Personal information
- Full name: Michael Newth Downs
- Date of birth: January 8, 1996 (age 30)
- Place of birth: Lakeville, Connecticut, United States
- Height: 6 ft 1 in (1.85 m)
- Position: Midfielder

College career
- Years: Team / Apps / (Gls)
- 2015–2018: Yale Bulldogs / 65 / (9)

Senior career*
- Years: Team / Apps / (Gls)
- 2018: Black Rock FC / 12 / (0)
- 2019–2020: Hartford Athletic / 34 / (0)
- 2021–2022: Loudoun United / 64 / (1)

= Nicky Downs =

American professional soccer player

Michael Newth "Nicky" Downs (born January 8, 1996) is an American professional soccer player who plays as a midfielder.

==Career==
===College and amateur===
Downs spent four years playing college soccer at Yale University between 2015 and 2018, scoring 9 goals and tallying 15 assists in 65 appearances. While at Yale, he was a three-time All-Ivy selection, and was named to the United Soccer Coaches All-Northeast Region third team.

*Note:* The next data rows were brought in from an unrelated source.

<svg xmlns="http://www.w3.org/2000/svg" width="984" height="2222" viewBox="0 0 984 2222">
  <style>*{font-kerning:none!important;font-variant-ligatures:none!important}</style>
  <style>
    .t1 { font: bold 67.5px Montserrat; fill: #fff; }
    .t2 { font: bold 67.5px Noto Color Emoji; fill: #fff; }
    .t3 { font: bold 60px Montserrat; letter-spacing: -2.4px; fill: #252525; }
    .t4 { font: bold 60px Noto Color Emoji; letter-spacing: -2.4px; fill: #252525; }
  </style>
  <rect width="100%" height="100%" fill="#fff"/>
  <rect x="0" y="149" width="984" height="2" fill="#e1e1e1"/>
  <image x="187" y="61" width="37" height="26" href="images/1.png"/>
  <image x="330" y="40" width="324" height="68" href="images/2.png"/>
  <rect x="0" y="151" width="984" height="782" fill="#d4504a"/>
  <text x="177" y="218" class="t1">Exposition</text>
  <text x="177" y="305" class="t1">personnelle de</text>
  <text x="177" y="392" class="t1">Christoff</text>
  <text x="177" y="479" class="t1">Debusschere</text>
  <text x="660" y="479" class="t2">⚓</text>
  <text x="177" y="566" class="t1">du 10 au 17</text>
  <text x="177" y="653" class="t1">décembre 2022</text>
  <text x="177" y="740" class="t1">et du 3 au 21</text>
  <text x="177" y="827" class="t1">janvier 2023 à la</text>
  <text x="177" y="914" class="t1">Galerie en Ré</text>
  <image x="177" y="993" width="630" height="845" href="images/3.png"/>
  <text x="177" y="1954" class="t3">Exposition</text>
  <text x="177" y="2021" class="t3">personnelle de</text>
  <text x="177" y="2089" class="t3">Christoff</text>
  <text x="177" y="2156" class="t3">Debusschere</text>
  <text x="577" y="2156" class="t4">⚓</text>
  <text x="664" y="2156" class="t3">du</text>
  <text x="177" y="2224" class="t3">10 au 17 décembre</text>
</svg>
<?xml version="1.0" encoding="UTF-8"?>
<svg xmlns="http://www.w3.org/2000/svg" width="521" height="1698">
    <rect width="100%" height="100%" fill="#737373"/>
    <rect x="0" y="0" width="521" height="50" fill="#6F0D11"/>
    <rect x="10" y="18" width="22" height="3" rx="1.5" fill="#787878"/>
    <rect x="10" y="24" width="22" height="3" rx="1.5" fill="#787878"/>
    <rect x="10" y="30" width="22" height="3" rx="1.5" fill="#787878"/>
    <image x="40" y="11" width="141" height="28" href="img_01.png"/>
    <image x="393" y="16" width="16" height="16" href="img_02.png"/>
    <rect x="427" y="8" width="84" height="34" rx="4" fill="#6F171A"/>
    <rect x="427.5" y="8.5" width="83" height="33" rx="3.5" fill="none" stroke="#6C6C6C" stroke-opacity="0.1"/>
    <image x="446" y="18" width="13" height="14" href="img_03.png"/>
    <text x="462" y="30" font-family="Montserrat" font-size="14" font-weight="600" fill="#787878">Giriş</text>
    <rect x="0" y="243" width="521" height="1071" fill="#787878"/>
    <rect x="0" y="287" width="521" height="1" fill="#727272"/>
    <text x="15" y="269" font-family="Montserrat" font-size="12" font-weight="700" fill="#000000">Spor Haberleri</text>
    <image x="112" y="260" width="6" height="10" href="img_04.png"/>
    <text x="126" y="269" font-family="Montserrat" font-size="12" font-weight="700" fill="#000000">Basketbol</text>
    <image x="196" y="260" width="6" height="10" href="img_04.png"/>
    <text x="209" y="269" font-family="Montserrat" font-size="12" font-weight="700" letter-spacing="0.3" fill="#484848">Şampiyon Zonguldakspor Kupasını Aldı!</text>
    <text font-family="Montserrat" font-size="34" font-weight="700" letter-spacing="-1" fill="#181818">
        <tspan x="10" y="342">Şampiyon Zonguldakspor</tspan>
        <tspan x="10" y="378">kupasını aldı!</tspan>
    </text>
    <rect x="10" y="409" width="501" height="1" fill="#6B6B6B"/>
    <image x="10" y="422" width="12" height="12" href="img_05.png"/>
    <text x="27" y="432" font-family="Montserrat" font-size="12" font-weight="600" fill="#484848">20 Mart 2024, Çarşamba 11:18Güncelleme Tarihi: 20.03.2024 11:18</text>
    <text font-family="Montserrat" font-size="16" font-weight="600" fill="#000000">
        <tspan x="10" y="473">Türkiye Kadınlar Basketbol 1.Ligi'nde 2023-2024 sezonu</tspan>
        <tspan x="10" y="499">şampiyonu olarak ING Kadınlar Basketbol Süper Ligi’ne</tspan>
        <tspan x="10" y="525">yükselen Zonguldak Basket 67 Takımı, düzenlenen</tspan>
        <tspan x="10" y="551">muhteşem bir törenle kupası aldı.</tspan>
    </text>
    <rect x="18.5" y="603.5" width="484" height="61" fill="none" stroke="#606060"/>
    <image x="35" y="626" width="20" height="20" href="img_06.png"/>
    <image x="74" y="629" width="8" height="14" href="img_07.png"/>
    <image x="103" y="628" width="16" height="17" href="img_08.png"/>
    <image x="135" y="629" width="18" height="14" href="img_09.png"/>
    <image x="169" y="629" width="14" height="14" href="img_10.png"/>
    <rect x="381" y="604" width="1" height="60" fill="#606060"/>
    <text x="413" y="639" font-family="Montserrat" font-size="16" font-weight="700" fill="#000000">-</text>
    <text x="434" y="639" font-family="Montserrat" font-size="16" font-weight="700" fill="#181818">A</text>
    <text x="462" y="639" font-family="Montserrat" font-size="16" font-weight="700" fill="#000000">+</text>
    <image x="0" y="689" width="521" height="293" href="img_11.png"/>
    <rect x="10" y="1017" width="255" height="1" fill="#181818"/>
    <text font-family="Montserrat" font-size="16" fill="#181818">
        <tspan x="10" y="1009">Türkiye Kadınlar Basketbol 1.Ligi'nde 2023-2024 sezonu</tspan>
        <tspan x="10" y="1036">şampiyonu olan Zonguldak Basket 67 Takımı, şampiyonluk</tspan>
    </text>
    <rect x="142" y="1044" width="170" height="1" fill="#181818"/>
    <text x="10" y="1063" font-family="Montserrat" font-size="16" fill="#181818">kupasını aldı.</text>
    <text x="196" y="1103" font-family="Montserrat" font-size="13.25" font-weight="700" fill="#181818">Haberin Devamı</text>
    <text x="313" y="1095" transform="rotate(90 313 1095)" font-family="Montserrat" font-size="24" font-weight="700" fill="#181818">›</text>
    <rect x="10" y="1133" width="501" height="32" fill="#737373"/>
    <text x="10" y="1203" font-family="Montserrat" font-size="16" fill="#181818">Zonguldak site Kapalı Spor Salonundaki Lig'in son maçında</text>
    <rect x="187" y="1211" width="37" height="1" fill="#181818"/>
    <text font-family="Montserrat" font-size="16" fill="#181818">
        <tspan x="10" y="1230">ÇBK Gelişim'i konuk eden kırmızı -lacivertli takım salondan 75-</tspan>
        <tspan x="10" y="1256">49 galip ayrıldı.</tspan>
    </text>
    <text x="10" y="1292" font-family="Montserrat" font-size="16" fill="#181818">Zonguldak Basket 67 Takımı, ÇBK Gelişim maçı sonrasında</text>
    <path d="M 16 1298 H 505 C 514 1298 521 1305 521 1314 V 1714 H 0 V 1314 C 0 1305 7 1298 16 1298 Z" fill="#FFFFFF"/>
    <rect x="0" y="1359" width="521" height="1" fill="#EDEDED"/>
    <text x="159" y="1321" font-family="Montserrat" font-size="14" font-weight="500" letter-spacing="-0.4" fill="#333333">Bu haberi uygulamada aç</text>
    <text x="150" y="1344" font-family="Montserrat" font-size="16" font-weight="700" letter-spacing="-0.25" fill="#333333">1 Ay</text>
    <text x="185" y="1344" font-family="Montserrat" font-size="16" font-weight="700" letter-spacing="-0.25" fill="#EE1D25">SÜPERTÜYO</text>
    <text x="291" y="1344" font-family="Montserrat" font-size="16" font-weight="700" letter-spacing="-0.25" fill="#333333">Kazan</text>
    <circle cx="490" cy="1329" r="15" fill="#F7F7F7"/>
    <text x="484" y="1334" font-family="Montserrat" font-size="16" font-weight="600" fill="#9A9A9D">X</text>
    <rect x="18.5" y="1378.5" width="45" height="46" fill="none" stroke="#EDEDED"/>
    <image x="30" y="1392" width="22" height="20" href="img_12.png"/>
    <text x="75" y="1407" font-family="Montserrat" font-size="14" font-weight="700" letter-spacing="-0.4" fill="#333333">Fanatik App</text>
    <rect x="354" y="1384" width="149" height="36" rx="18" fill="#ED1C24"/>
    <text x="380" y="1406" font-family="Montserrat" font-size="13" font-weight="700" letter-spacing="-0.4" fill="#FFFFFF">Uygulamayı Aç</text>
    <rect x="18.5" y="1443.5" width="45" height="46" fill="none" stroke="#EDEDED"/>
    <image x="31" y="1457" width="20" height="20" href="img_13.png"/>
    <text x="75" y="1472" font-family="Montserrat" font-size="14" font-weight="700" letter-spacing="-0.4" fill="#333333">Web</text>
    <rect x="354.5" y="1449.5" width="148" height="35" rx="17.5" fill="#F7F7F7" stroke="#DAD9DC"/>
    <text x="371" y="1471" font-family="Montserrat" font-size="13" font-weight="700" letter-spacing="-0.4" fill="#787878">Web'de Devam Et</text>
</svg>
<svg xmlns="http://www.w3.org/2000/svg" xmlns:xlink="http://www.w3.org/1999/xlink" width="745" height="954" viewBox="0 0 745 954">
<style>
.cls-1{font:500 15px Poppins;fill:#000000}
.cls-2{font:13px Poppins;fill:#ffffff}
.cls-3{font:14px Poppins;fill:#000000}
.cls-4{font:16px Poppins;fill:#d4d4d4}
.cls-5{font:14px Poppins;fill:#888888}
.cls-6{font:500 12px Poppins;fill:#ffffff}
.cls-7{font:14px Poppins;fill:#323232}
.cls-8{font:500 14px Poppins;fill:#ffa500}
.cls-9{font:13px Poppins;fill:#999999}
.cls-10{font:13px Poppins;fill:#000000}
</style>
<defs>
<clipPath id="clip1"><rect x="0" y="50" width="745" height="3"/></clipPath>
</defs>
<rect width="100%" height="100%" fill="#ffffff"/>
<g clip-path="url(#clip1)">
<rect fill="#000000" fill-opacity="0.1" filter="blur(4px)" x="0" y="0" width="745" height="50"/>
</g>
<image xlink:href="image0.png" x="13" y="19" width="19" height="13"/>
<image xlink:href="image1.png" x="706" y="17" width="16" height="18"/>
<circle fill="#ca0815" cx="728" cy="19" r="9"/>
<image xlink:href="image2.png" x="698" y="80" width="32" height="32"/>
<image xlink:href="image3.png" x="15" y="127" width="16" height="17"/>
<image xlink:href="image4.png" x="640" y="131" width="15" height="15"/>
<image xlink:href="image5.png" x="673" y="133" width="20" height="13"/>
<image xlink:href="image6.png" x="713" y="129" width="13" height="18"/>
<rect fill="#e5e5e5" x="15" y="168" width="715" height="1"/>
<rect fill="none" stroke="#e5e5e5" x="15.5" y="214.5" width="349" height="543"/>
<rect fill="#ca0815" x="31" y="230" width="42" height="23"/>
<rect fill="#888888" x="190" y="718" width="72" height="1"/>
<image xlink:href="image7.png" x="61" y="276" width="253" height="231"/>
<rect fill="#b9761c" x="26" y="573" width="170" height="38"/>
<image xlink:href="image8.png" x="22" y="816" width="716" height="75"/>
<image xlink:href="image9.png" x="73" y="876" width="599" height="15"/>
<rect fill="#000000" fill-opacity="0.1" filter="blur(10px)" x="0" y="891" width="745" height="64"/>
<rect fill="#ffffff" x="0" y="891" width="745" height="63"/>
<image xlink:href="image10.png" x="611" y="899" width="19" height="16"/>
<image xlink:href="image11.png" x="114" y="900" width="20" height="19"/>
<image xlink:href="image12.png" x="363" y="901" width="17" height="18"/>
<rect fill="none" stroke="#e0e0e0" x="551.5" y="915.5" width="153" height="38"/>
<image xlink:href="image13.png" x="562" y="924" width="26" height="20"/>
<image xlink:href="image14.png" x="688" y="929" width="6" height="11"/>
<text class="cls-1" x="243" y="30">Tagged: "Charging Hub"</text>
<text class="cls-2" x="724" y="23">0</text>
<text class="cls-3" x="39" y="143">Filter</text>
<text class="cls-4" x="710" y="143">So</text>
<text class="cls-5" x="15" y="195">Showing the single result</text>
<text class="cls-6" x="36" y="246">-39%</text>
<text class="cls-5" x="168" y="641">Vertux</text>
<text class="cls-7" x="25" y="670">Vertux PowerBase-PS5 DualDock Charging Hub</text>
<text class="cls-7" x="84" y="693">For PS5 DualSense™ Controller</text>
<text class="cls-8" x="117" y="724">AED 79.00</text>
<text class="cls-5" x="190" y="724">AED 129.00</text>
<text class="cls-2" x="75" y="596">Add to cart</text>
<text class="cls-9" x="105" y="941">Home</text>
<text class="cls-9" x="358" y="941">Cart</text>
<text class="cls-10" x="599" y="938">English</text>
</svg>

Downs played for USL PDL side Black Rock FC in 2018.

===Professional===
In January 2019, Downs joined USL Championship side Hartford Athletic ahead of their inaugural season.
He was the very first player to sign with the team and was the first Yale alumni to sign with a US based professional soccer team since Ryan Raybould signed with the Kansas city Wizards in 2005.

On April 2, 2021, Downs signed with USL Championship side Loudoun United. On July 24, 2021, Downs scored his first professional goal.